------ Data section ------
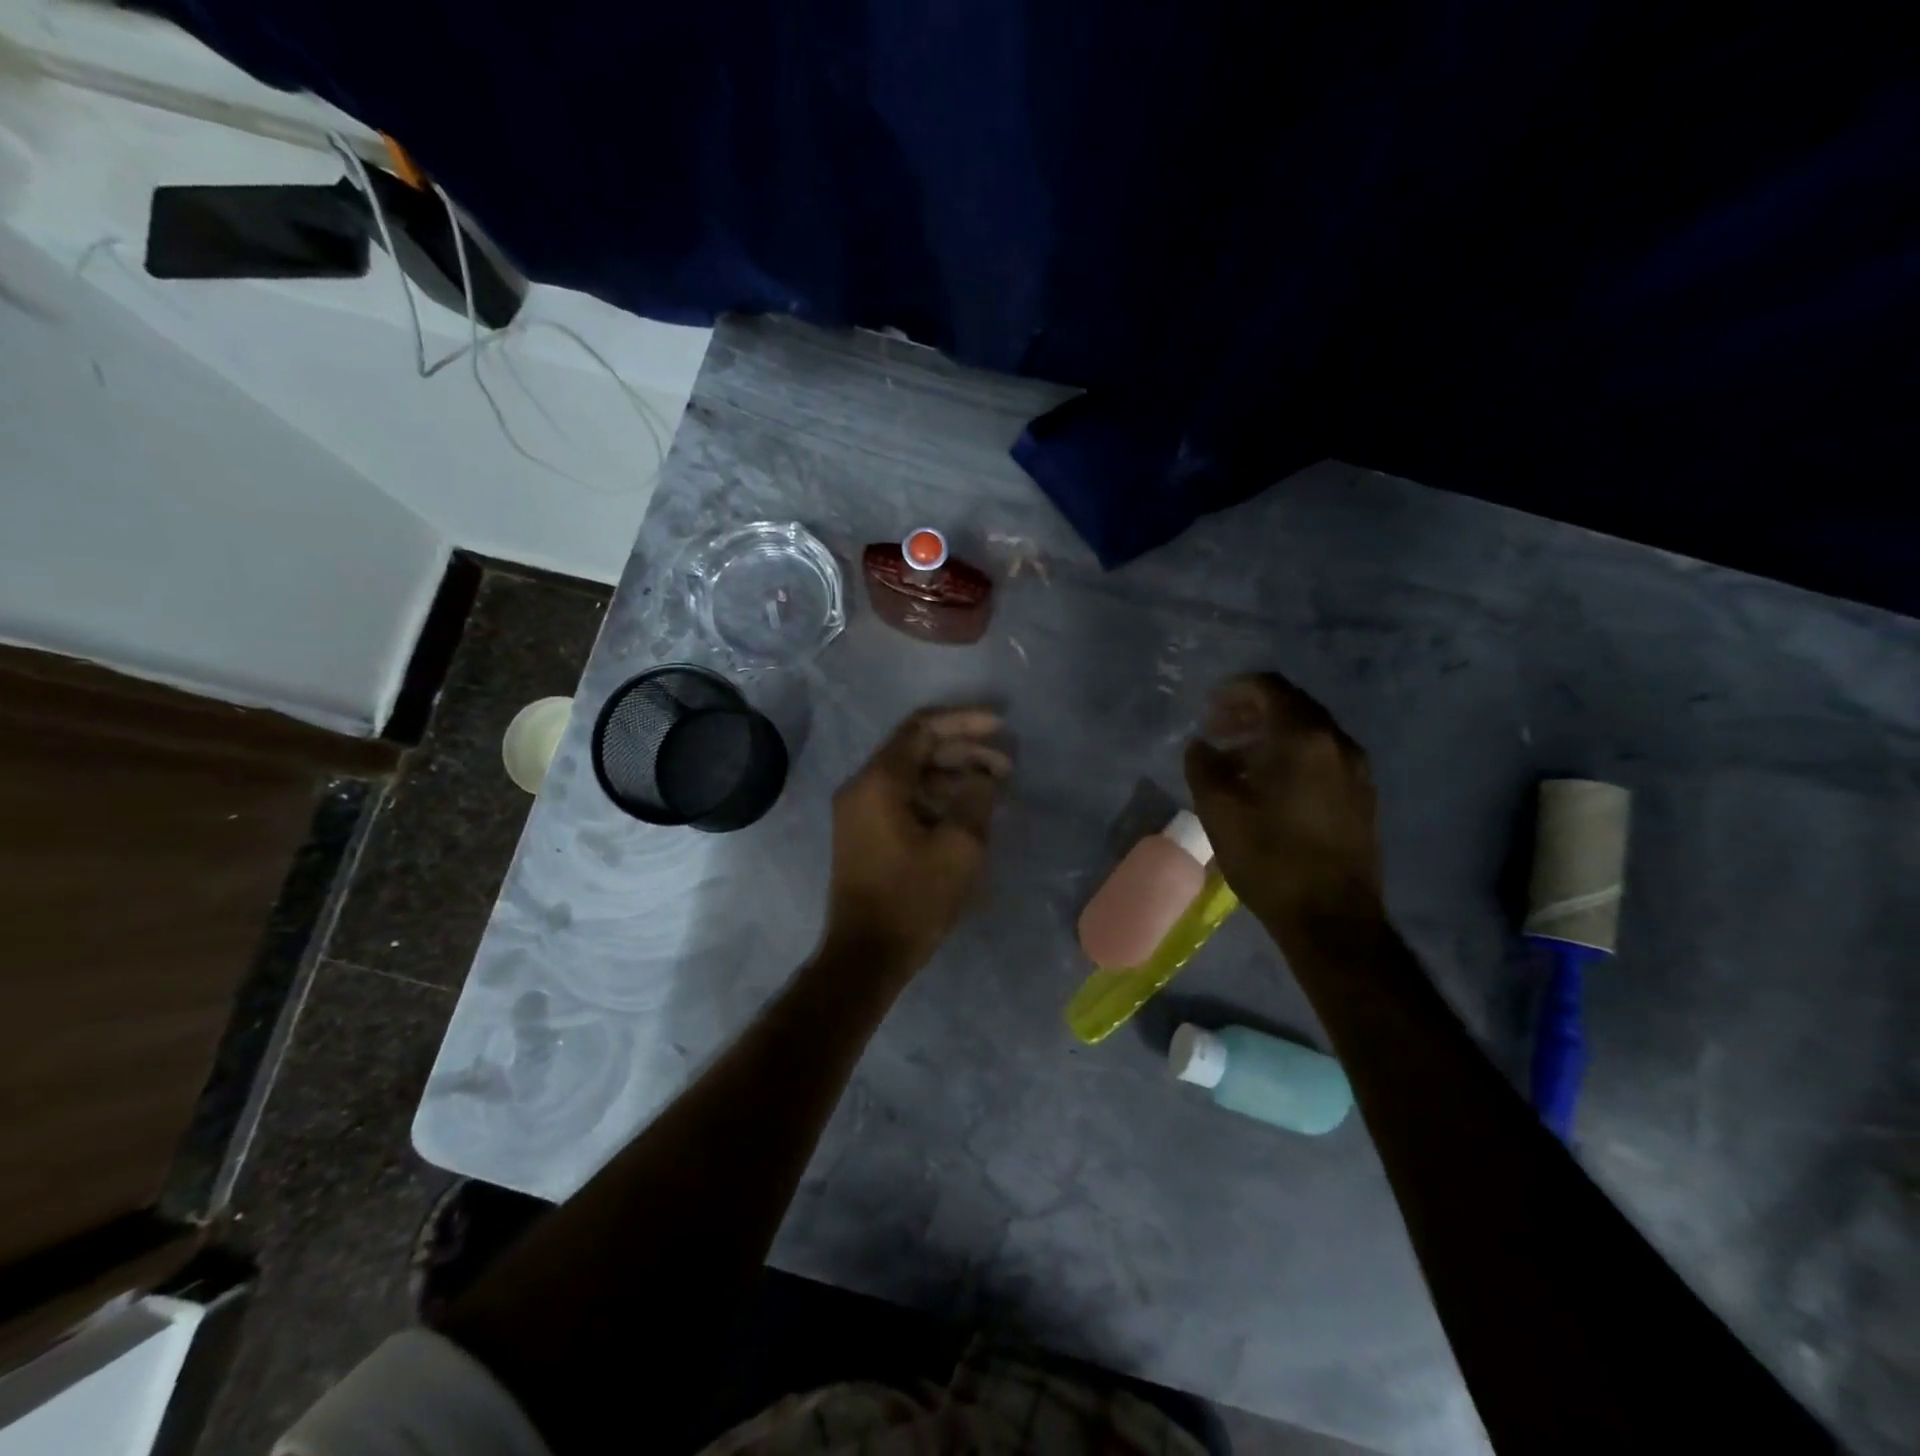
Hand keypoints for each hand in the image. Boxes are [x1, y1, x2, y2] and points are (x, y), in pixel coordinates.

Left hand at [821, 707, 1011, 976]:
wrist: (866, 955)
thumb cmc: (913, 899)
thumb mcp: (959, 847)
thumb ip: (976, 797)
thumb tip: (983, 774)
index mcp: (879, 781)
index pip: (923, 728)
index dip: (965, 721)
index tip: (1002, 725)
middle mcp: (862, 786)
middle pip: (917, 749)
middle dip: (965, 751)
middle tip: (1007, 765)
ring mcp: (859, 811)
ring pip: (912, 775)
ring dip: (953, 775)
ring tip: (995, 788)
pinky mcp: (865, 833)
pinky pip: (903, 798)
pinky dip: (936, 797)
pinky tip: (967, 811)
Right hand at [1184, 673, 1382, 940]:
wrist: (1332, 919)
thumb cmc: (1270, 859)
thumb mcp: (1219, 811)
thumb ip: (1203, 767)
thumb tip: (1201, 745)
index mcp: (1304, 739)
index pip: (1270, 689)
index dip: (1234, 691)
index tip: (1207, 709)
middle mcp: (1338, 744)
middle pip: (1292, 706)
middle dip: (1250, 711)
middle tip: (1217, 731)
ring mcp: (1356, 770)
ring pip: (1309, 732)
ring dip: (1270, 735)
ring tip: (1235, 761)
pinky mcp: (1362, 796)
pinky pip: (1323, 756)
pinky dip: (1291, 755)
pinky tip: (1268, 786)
------
### Problem to solve
Write out every line from the entries where "middle" appears.

### Output
middle mcp: (862, 786)
middle pip: (917, 749)
middle dip: (965, 751)
middle tip: (1007, 765)
middle mcp: (1338, 744)
middle pip: (1292, 706)
middle dip: (1250, 711)
middle tip: (1217, 731)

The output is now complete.